The example is… not the best: if you’re checking if two pages are identical, you should match up each byte and compare them byte for byte. Hashing just adds an extra step: you’re going to need to read every byte anyway!
unless the file is very small (in which case a simple download by HTTP(S) or read via network filesystem may be faster than negotiating a SSH connection and running the remote hash command). In either case accessing a pre-computed hash of the remote content will likely be faster than both options, assuming a stored hash exists and you are looking to verify your local copy.
Yup. A better example might be something like assigning all the letters a number value (a 1, b 2, ...) and then summing all of them. It's important that the analogy be simple to comprehend but it should still be, well, analogous to the real process.
Hi js2! I do it in the immediate next section, "Improving the algorithm" (take all the letters and assign a number value). Do you think there's a way I can improve that part or say that better?
I try to ramp it up from a loose anology to slowly model the actual working (although I'm no expert on that!)
Given this is for a non-tech audience I think this is reasonable. It basically talks about it being a lossy encoding of things that represent the original. Also, if the words / chars were stored as an array or string already you wouldn’t need to read every byte.
Hello Vore!
Yes, of course. I wrote this for a few non technical friends - a simple example they can relate to (like we skim docs) seemed like the best way to start off without scaring them off the article :P
The webpage example does a good job of setting the stage for passwords. You definitely do not want to compare passwords that way unless you are trying to create a textbook timing vulnerability.
This is misleading because it only covers message digest hashing, presenting that as being the definition of hashing "what hashing is".
The other important hashing is the reduction of an object of any kind (including, but not limited to texts) being used as a key, to a numeric code (usually fitting into a single machine word) to be used as an index for fast look up in a "hash table" data structure.
This is related to testing whether two things are the same, but the security aspect isn't important. More important is the aspect that the hash code is exploited as an integer in order to jump to the right bucket or starting point in the hash table.
By the way, the credit for hashing (the indexing technique for quickly finding items in a data set, not message digests) belongs to some person in China.
I never see this mentioned. For instance, look at the Wikipedia page on hashing; mainly some 20th century white dudes are mentioned there, and one A. D. Linh (Vietnamese-looking name) is credited with open addressing.
However, decades before that, Chinese character dictionaries used step-by-step algorithms for finding chinese characters in a dictionary, which are identical to hashing.
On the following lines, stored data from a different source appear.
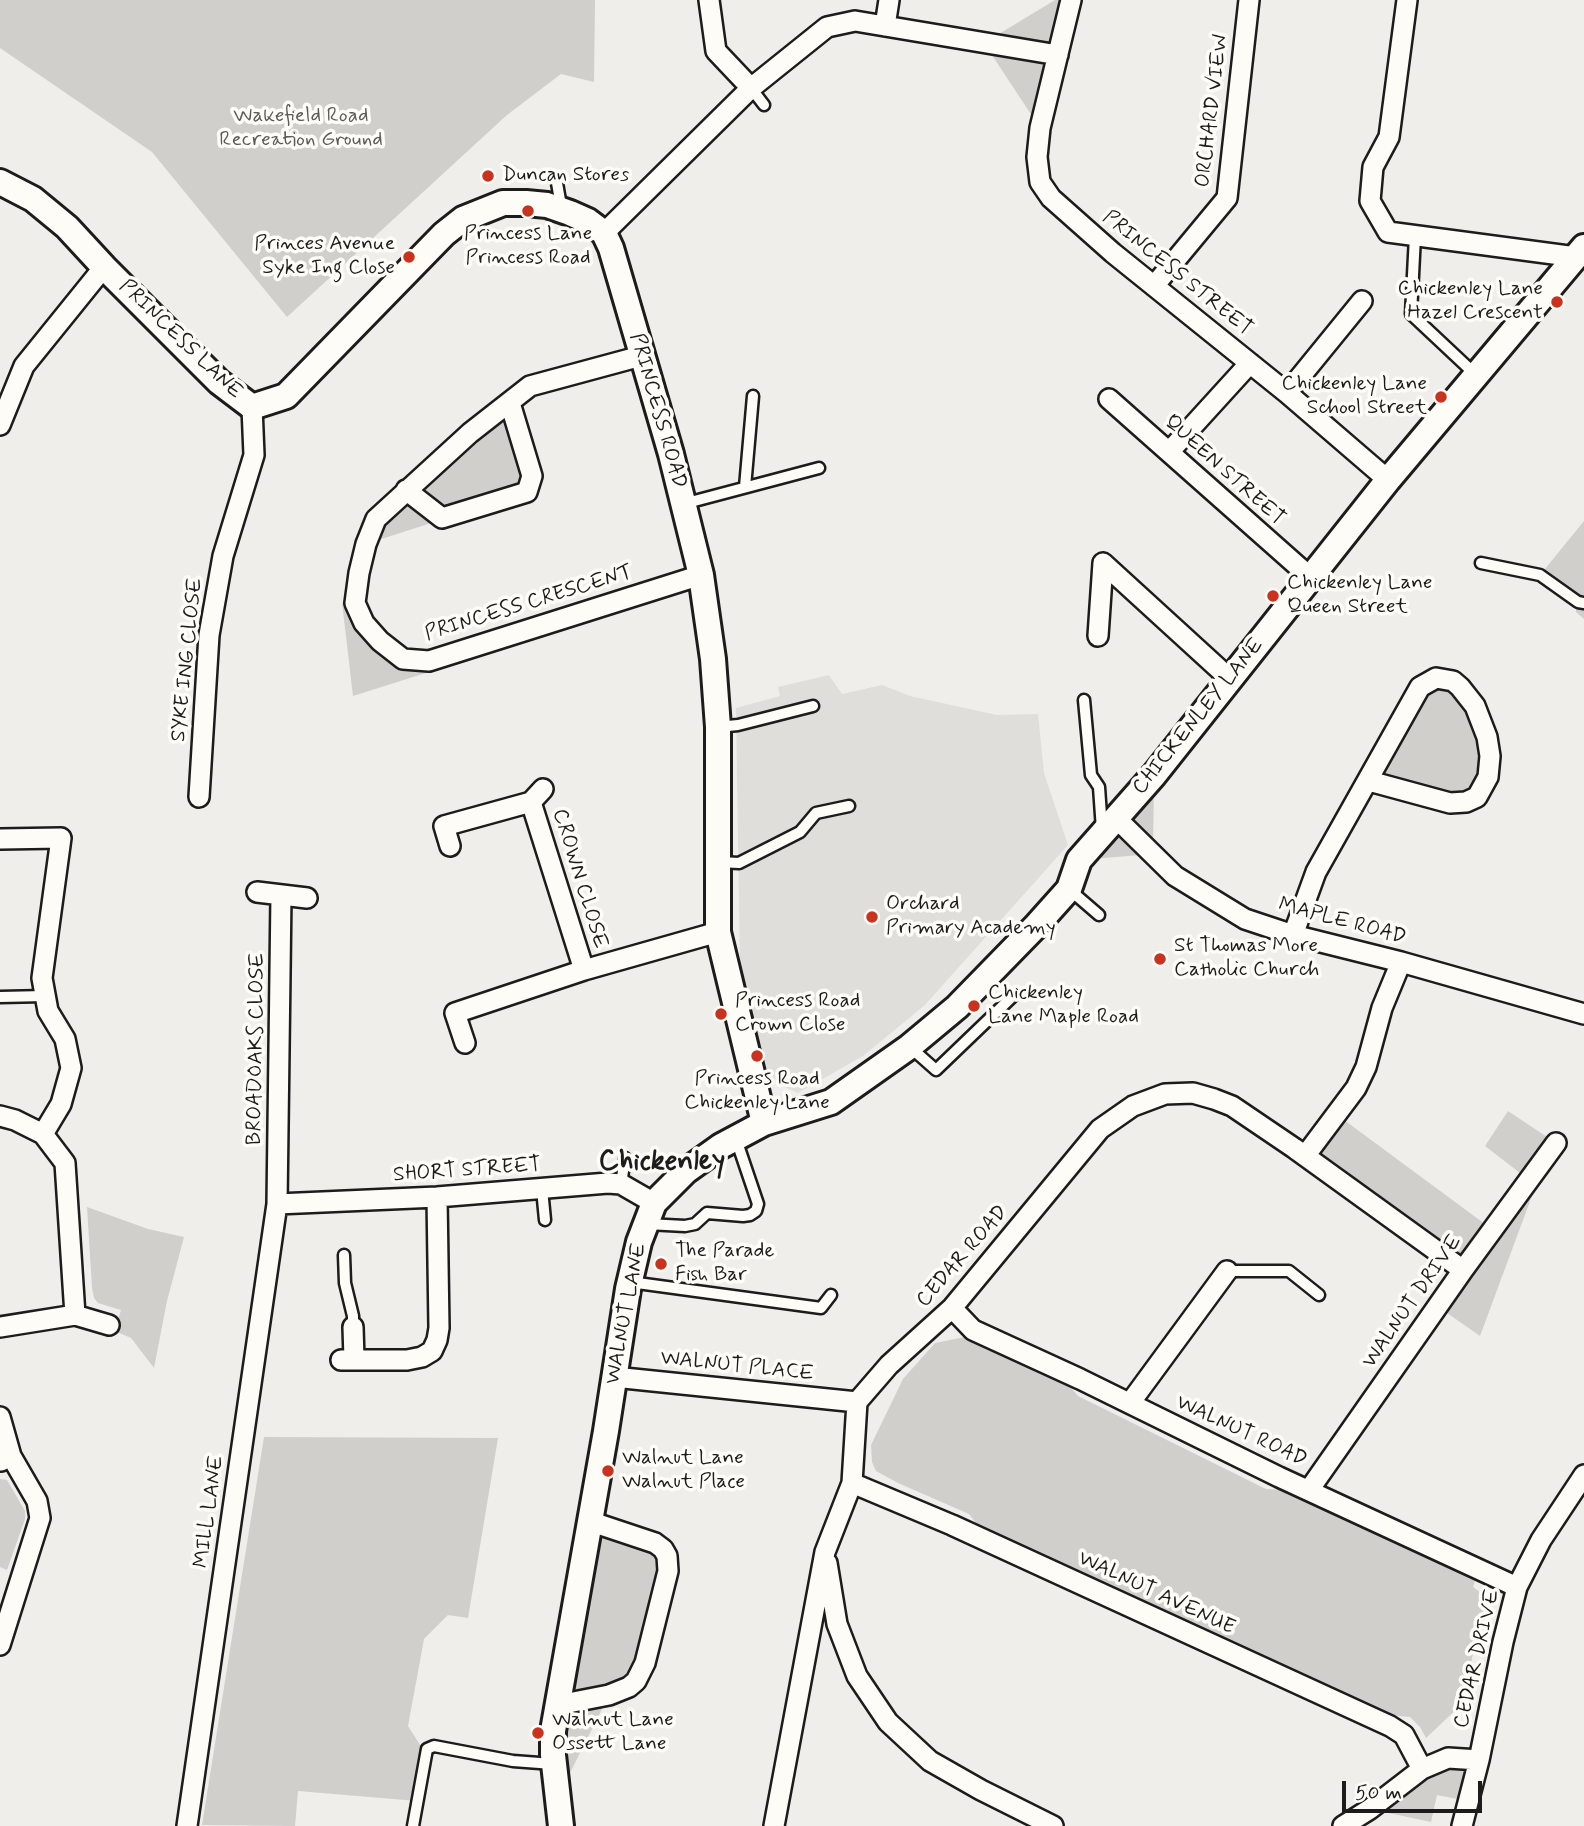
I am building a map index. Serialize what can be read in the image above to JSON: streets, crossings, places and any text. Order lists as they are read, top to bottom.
{
  "streets": {
    "street": [
      "ORCHARD VIEW",
      "PRINCESS STREET",
      "PRINCESS LANE",
      "PRINCESS ROAD",
      "QUEEN STREET",
      "PRINCESS CRESCENT",
      "SYKE ING CLOSE",
      "CHICKENLEY LANE",
      "CROWN CLOSE",
      "MAPLE ROAD",
      "BROADOAKS CLOSE",
      "SHORT STREET",
      "CEDAR ROAD",
      "WALNUT DRIVE",
      "WALNUT LANE",
      "WALNUT PLACE",
      "WALNUT ROAD",
      "MILL LANE",
      "WALNUT AVENUE",
      "CEDAR DRIVE"
    ]
  },
  "crossings": [
    ["ORCHARD VIEW", "PRINCESS STREET"],
    ["PRINCESS STREET", "CHICKENLEY LANE"],
    ["PRINCESS LANE", "PRINCESS ROAD"],
    ["PRINCESS LANE", "SYKE ING CLOSE"],
    ["PRINCESS ROAD", "PRINCESS CRESCENT"],
    ["PRINCESS ROAD", "CHICKENLEY LANE"],
    ["PRINCESS ROAD", "CROWN CLOSE"],
    ["PRINCESS ROAD", "WALNUT LANE"],
    ["QUEEN STREET", "CHICKENLEY LANE"],
    ["CHICKENLEY LANE", "MAPLE ROAD"],
    ["CHICKENLEY LANE", "WALNUT LANE"],
    ["BROADOAKS CLOSE", "SHORT STREET"],
    ["BROADOAKS CLOSE", "MILL LANE"],
    ["SHORT STREET", "MILL LANE"],
    ["CEDAR ROAD", "WALNUT DRIVE"],
    ["CEDAR ROAD", "WALNUT PLACE"],
    ["CEDAR ROAD", "WALNUT ROAD"],
    ["WALNUT DRIVE", "WALNUT ROAD"],
    ["WALNUT LANE", "WALNUT PLACE"],
    ["WALNUT ROAD", "CEDAR DRIVE"]
  ],
  "districts": ["Chickenley"],
  "parks": ["Wakefield Road Recreation Ground"],
  "places": [
    "Duncan Stores",
    "Princess Lane Princess Road",
    "Princes Avenue Syke Ing Close",
    "Chickenley Lane Hazel Crescent",
    "Chickenley Lane School Street",
    "Chickenley Lane Queen Street",
    "Orchard Primary Academy",
    "St Thomas More Catholic Church",
    "Chickenley Lane Maple Road",
    "Princess Road Crown Close",
    "Princess Road Chickenley Lane",
    "The Parade Fish Bar",
    "Walnut Lane Walnut Place",
    "Walnut Lane Ossett Lane"
  ],
  "scale_bar": "50 m"
}
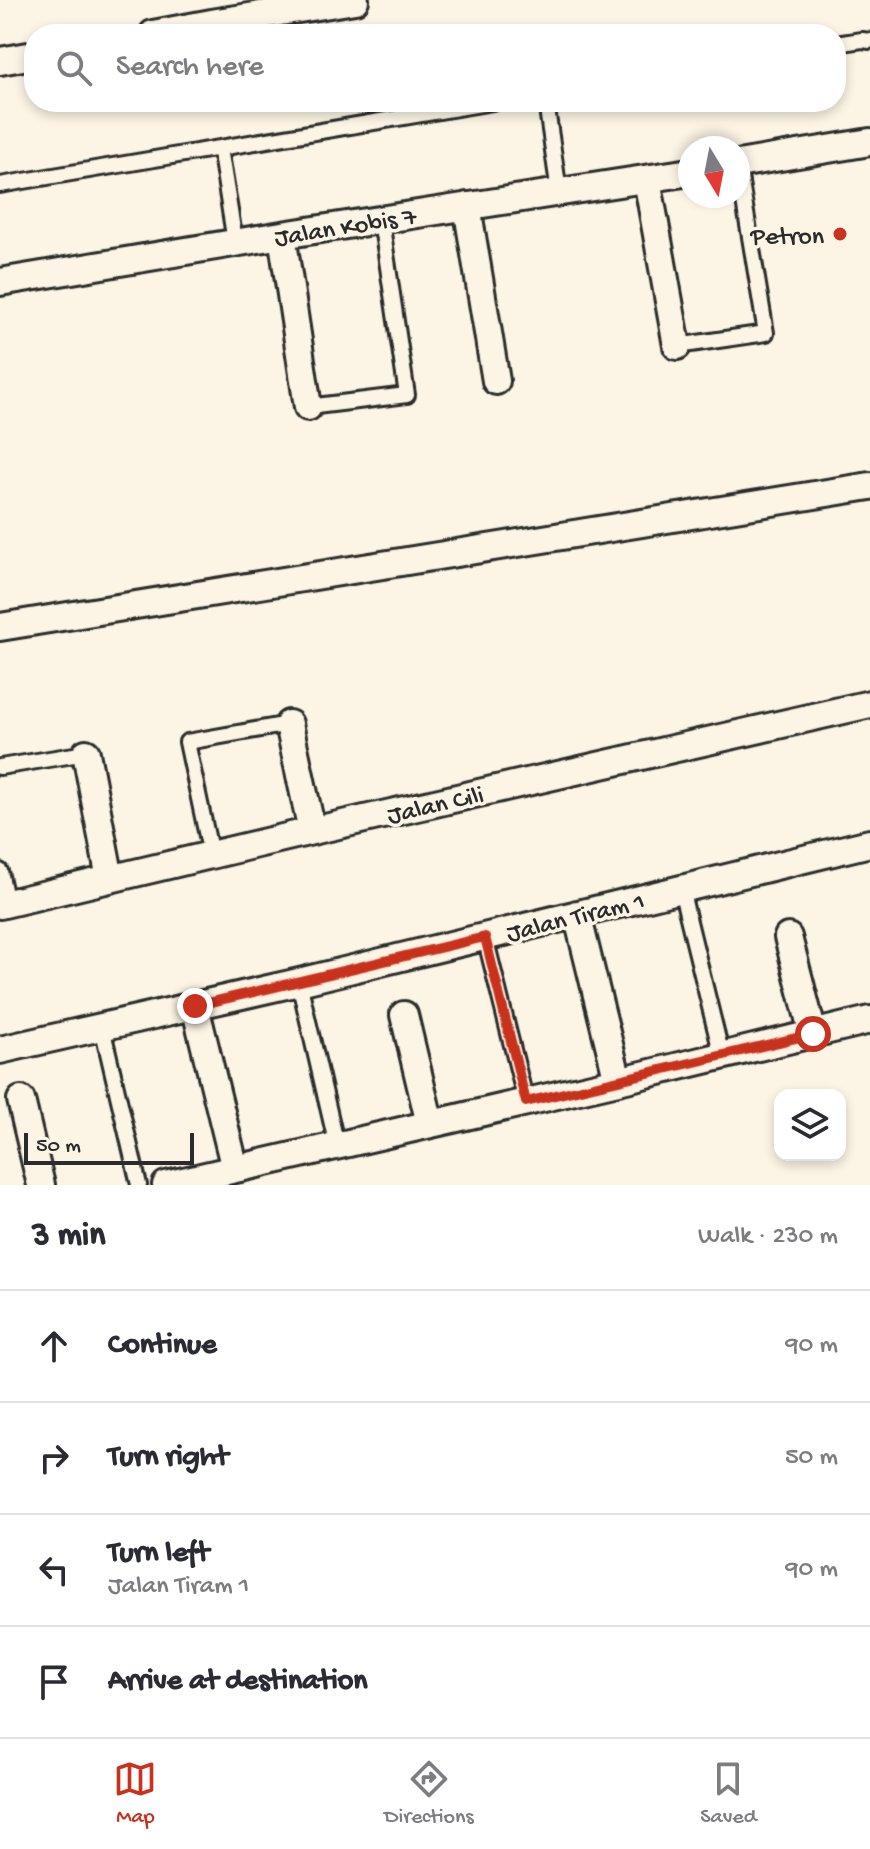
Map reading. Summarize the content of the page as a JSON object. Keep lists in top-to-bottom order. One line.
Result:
{"streets":{"street":["Jalan Kobis 7","Jalan Cili","Jalan Tiram 1"]},"places":["Petron"],"scale_bar":"50 m","north":"bottom","page":{"search":"Search here","scale":"50 m","heading":["3 min","Walk · 230 m"],"list":[["Continue","90 m"],["Turn right","50 m"],["Turn left","Jalan Tiram 1","90 m"],"Arrive at destination"],"nav":["Map","Directions","Saved"]}}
First you examine the character according to a list of precise rules, which have various cases. The cases assign numbers to parts of the character according to structural features, and those numbers are then combined to form a code, such as the "four corner code".
From the code, you can proceed directly to a page of the dictionary, where you search through a short list of characters that have the same code.
Unless there is prior art for that, that is where the credit lies.
"The Four-Corner Method was invented in the 1920s by Wang Yunwu, the editor in chief at Commercial Press Ltd., China. It was based on experiments by Lin Yutang and others."
The significant thing about the prior art also is that it was hashing non-textual, but rather graphical objects. A chinese character is text, of course, but the hashing method treats the features graphically. It's not looking at the etymologically correct radicals and components and using their individual code values, but purely visual features like crossings, boxes and dots.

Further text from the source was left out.